• **What to work on**
Your response should contain each line of the data that includes "Borna".

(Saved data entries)
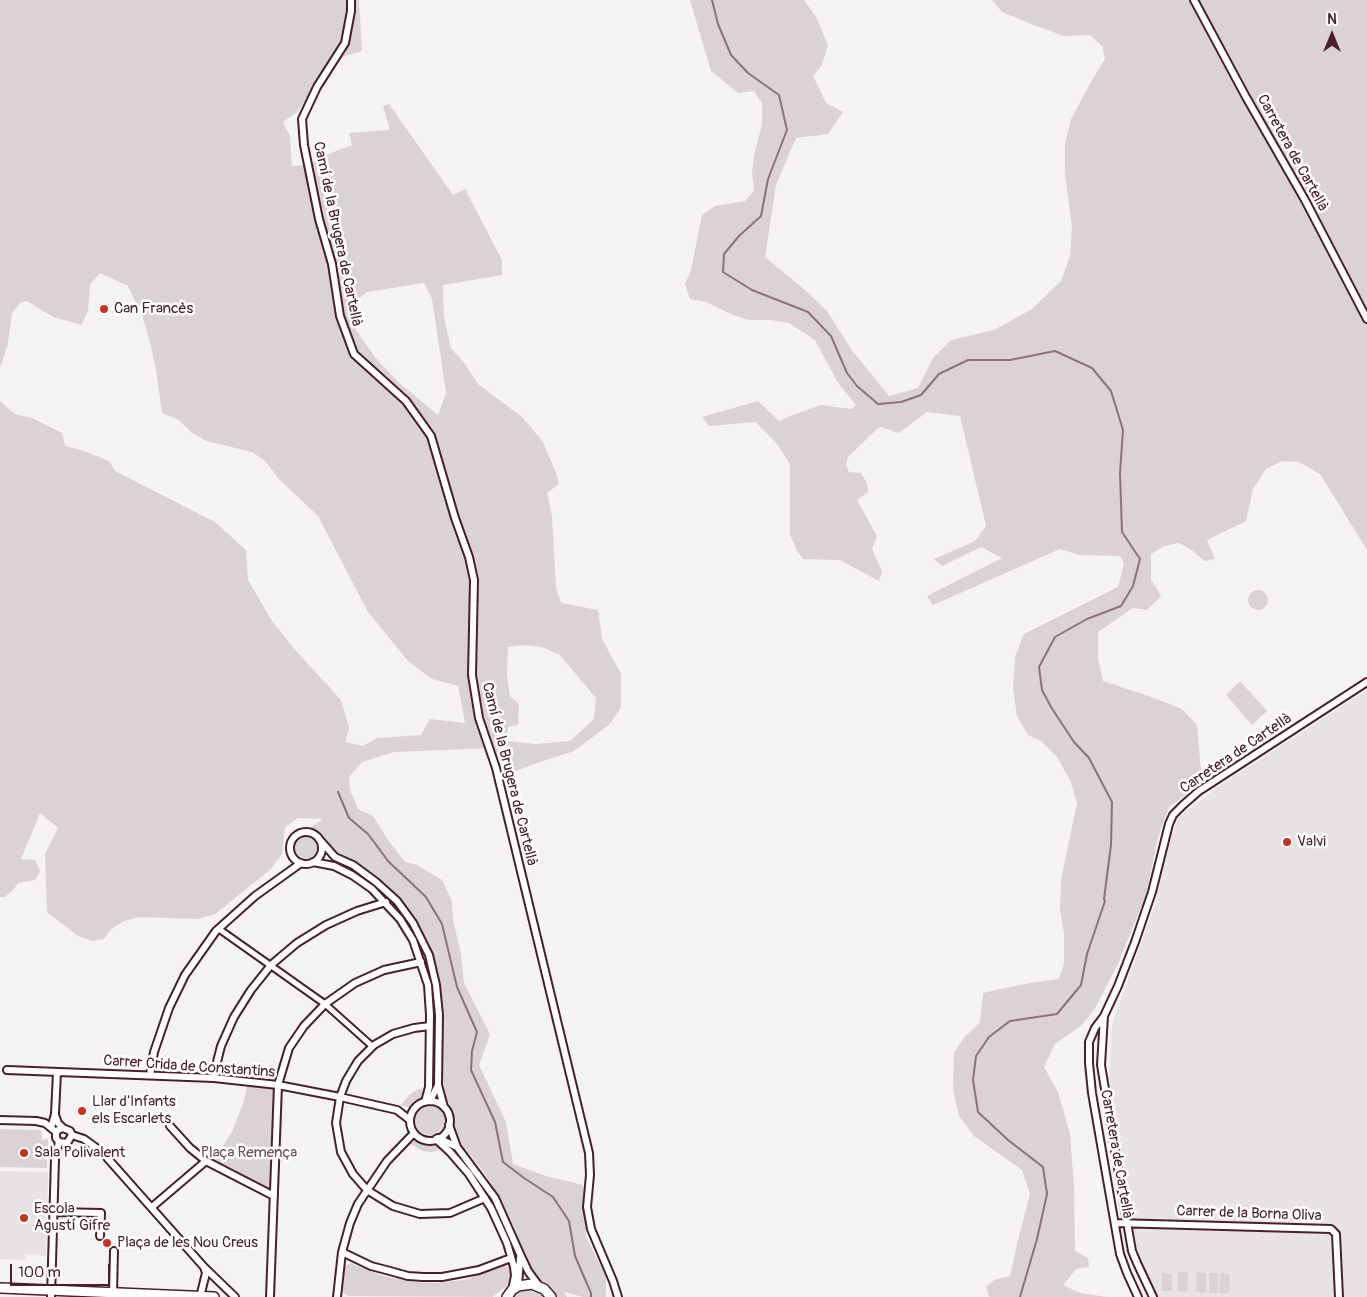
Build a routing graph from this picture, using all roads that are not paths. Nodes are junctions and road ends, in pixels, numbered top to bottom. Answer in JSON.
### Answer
{"nodes":[{"id":1,"x":351,"y":0,"type":"edge"},
{"id":2,"x":1194,"y":0,"type":"edge"},
{"id":3,"x":1367,"y":319,"type":"edge"},
{"id":4,"x":1367,"y":682,"type":"edge"},
{"id":5,"x":319,"y":839,"type":"junction"},
{"id":6,"x":335,"y":857,"type":"junction"},
{"id":7,"x":314,"y":861,"type":"junction"},
{"id":8,"x":301,"y":863,"type":"junction"},
{"id":9,"x":386,"y":902,"type":"junction"},
{"id":10,"x":219,"y":929,"type":"junction"},
{"id":11,"x":421,"y":962,"type":"junction"},
{"id":12,"x":271,"y":966,"type":"junction"},
{"id":13,"x":325,"y":1004,"type":"junction"},
{"id":14,"x":1104,"y":1016,"type":"junction"},
{"id":15,"x":430,"y":1026,"type":"junction"},
{"id":16,"x":1089,"y":1042,"type":"junction"},
{"id":17,"x":1101,"y":1043,"type":"junction"},
{"id":18,"x":372,"y":1046,"type":"junction"},
{"id":19,"x":7,"y":1070,"type":"dead end"},
{"id":20,"x":57,"y":1072,"type":"junction"},
{"id":21,"x":150,"y":1075,"type":"junction"},
{"id":22,"x":214,"y":1078,"type":"junction"},
{"id":23,"x":278,"y":1085,"type":"junction"},
{"id":24,"x":438,"y":1085,"type":"junction"},
{"id":25,"x":340,"y":1097,"type":"junction"},
{"id":26,"x":428,"y":1101,"type":"junction"},
{"id":27,"x":416,"y":1106,"type":"junction"},
{"id":28,"x":444,"y":1107,"type":"junction"},
{"id":29,"x":397,"y":1110,"type":"junction"},
{"id":30,"x":55,"y":1114,"type":"junction"},
{"id":31,"x":0,"y":1120,"type":"edge"},
{"id":32,"x":410,"y":1120,"type":"junction"},
{"id":33,"x":449,"y":1125,"type":"junction"},
{"id":34,"x":170,"y":1126,"type":"dead end"},
{"id":35,"x":57,"y":1129,"type":"junction"},
{"id":36,"x":414,"y":1132,"type":"junction"},
{"id":37,"x":72,"y":1135,"type":"junction"},
{"id":38,"x":437,"y":1139,"type":"junction"},
{"id":39,"x":59,"y":1142,"type":"junction"},
{"id":40,"x":457,"y":1147,"type":"junction"},
{"id":41,"x":206,"y":1161,"type":"junction"},
{"id":42,"x":367,"y":1190,"type":"junction"},
{"id":43,"x":274,"y":1196,"type":"junction"},
{"id":44,"x":485,"y":1198,"type":"junction"},
{"id":45,"x":152,"y":1207,"type":"junction"},
{"id":46,"x":54,"y":1212,"type":"junction"},
{"id":47,"x":1127,"y":1222,"type":"junction"},
{"id":48,"x":1115,"y":1223,"type":"junction"},
{"id":49,"x":100,"y":1236,"type":"dead end"},
{"id":50,"x":114,"y":1251,"type":"dead end"},
{"id":51,"x":342,"y":1252,"type":"junction"},
{"id":52,"x":520,"y":1254,"type":"junction"},
{"id":53,"x":511,"y":1258,"type":"junction"},
{"id":54,"x":204,"y":1267,"type":"junction"},
{"id":55,"x":539,"y":1286,"type":"junction"},
{"id":56,"x":0,"y":1288,"type":"edge"},
{"id":57,"x":113,"y":1293,"type":"junction"},
{"id":58,"x":510,"y":1293,"type":"edge"},
{"id":59,"x":51,"y":1294,"type":"edge"},
{"id":60,"x":200,"y":1297,"type":"edge"},
{"id":61,"x":214,"y":1297,"type":"edge"},
{"id":62,"x":235,"y":1297,"type":"edge"},
{"id":63,"x":270,"y":1297,"type":"edge"},
{"id":64,"x":337,"y":1297,"type":"edge"},
{"id":65,"x":551,"y":1297,"type":"edge"},
{"id":66,"x":618,"y":1297,"type":"edge"},
{"id":67,"x":1138,"y":1297,"type":"edge"},
{"id":68,"x":1153,"y":1297,"type":"edge"},
{"id":69,"x":1339,"y":1297,"type":"edge"}],
"edges":[{"from":1,"to":66,"type":"street","name":"Camí de la Brugera de Cartellà"},
{"from":2,"to":3,"type":"street","name":"Carretera de Cartellà"},
{"from":4,"to":14,"type":"street","name":"Carretera de Cartellà"},
{"from":5,"to":6,"type":"street"},
{"from":5,"to":7,"type":"street"},
{"from":5,"to":8,"type":"street"},
{"from":6,"to":7,"type":"street"},
{"from":6,"to":24,"type":"street"},
{"from":7,"to":8,"type":"street"},
{"from":7,"to":9,"type":"street"},
{"from":8,"to":10,"type":"street"},
{"from":9,"to":11,"type":"street"},
{"from":9,"to":12,"type":"street"},
{"from":10,"to":12,"type":"street"},
{"from":10,"to":21,"type":"street"},
{"from":11,"to":13,"type":"street"},
{"from":11,"to":15,"type":"street"},
{"from":12,"to":13,"type":"street"},
{"from":12,"to":22,"type":"street"},
{"from":13,"to":18,"type":"street"},
{"from":13,"to":23,"type":"street"},
{"from":14,"to":16,"type":"street","name":"Carretera de Cartellà"},
{"from":14,"to":17,"type":"street","name":"Carretera de Cartellà"},
{"from":15,"to":18,"type":"street"},
{"from":15,"to":26,"type":"street"},
{"from":16,"to":17,"type":"street"},
{"from":16,"to":48,"type":"street","name":"Carretera de Cartellà"},
{"from":17,"to":47,"type":"street","name":"Carretera de Cartellà"},
{"from":18,"to":25,"type":"street"},
{"from":19,"to":20,"type":"street","name":"Carrer Crida de Constantins"},
{"from":20,"to":21,"type":"street","name":"Carrer Crida de Constantins"},
{"from":20,"to":30,"type":"street"},
{"from":21,"to":22,"type":"street","name":"Carrer Crida de Constantins"},
{"from":22,"to":23,"type":"street","name":"Carrer Crida de Constantins"},
{"from":23,"to":25,"type":"street","name":"Carrer Crida de Constantins"},
{"from":23,"to":43,"type":"street"},
{"from":24,"to":26,"type":"street"},
{"from":24,"to":28,"type":"street"},
{"from":25,"to":29,"type":"street","name":"Carrer Crida de Constantins"},
{"from":25,"to":42,"type":"street"},
{"from":26,"to":27,"type":"street"},
{"from":26,"to":28,"type":"street"},
{"from":27,"to":29,"type":"street","name":"Carrer Crida de Constantins"},
{"from":27,"to":32,"type":"street"},
{"from":28,"to":33,"type":"street"},
{"from":29,"to":32,"type":"street","name":"Carrer Crida de Constantins"},
{"from":30,"to":35,"type":"street"},
{"from":30,"to":35,"type":"street"},
{"from":31,"to":35,"type":"street"},
{"from":32,"to":36,"type":"street"},
{"from":33,"to":38,"type":"street"},
{"from":33,"to":40,"type":"street"},
{"from":34,"to":41,"type":"street"},
{"from":35,"to":37,"type":"street"},
{"from":35,"to":39,"type":"street"},
{"from":36,"to":38,"type":"street"},
{"from":36,"to":42,"type":"street"},
{"from":37,"to":39,"type":"street"},
{"from":37,"to":45,"type":"street"},
{"from":38,"to":40,"type":"street"},
{"from":38,"to":44,"type":"street"},
{"from":39,"to":46,"type":"street"},
{"from":40,"to":52,"type":"street"},
{"from":41,"to":43,"type":"street"},
{"from":41,"to":45,"type":"street"},
{"from":42,"to":44,"type":"street"},
{"from":42,"to":51,"type":"street"},
{"from":43,"to":63,"type":"street"},
{"from":44,"to":53,"type":"street"},
{"from":45,"to":54,"type":"street"},
{"from":46,"to":49,"type":"street"},
{"from":46,"to":59,"type":"street"},
{"from":47,"to":48,"type":"street","name":"Carrer de la Borna Oliva"},
{"from":47,"to":68,"type":"street","name":"Carretera de Cartellà"},
{"from":47,"to":69,"type":"street","name":"Carrer de la Borna Oliva"},
{"from":48,"to":67,"type":"street","name":"Carretera de Cartellà"},
{"from":50,"to":57,"type":"street"},
{"from":51,"to":53,"type":"street"},
{"from":51,"to":64,"type":"street"},
{"from":52,"to":55,"type":"street"},
{"from":52,"to":58,"type":"street"},
{"from":53,"to":58,"type":"street"},
{"from":54,"to":60,"type":"street"},
{"from":54,"to":62,"type":"street"},
{"from":55,"to":58,"type":"main road"},
{"from":55,"to":65,"type":"main road"},
{"from":56,"to":59,"type":"main road"},
{"from":57,"to":59,"type":"main road"},
{"from":57,"to":60,"type":"main road"},
{"from":60,"to":61,"type":"main road"}]}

• **Finished task**
{"from":47,"to":48,"type":"street","name":"Carrer de la Borna Oliva"},
{"from":47,"to":69,"type":"street","name":"Carrer de la Borna Oliva"},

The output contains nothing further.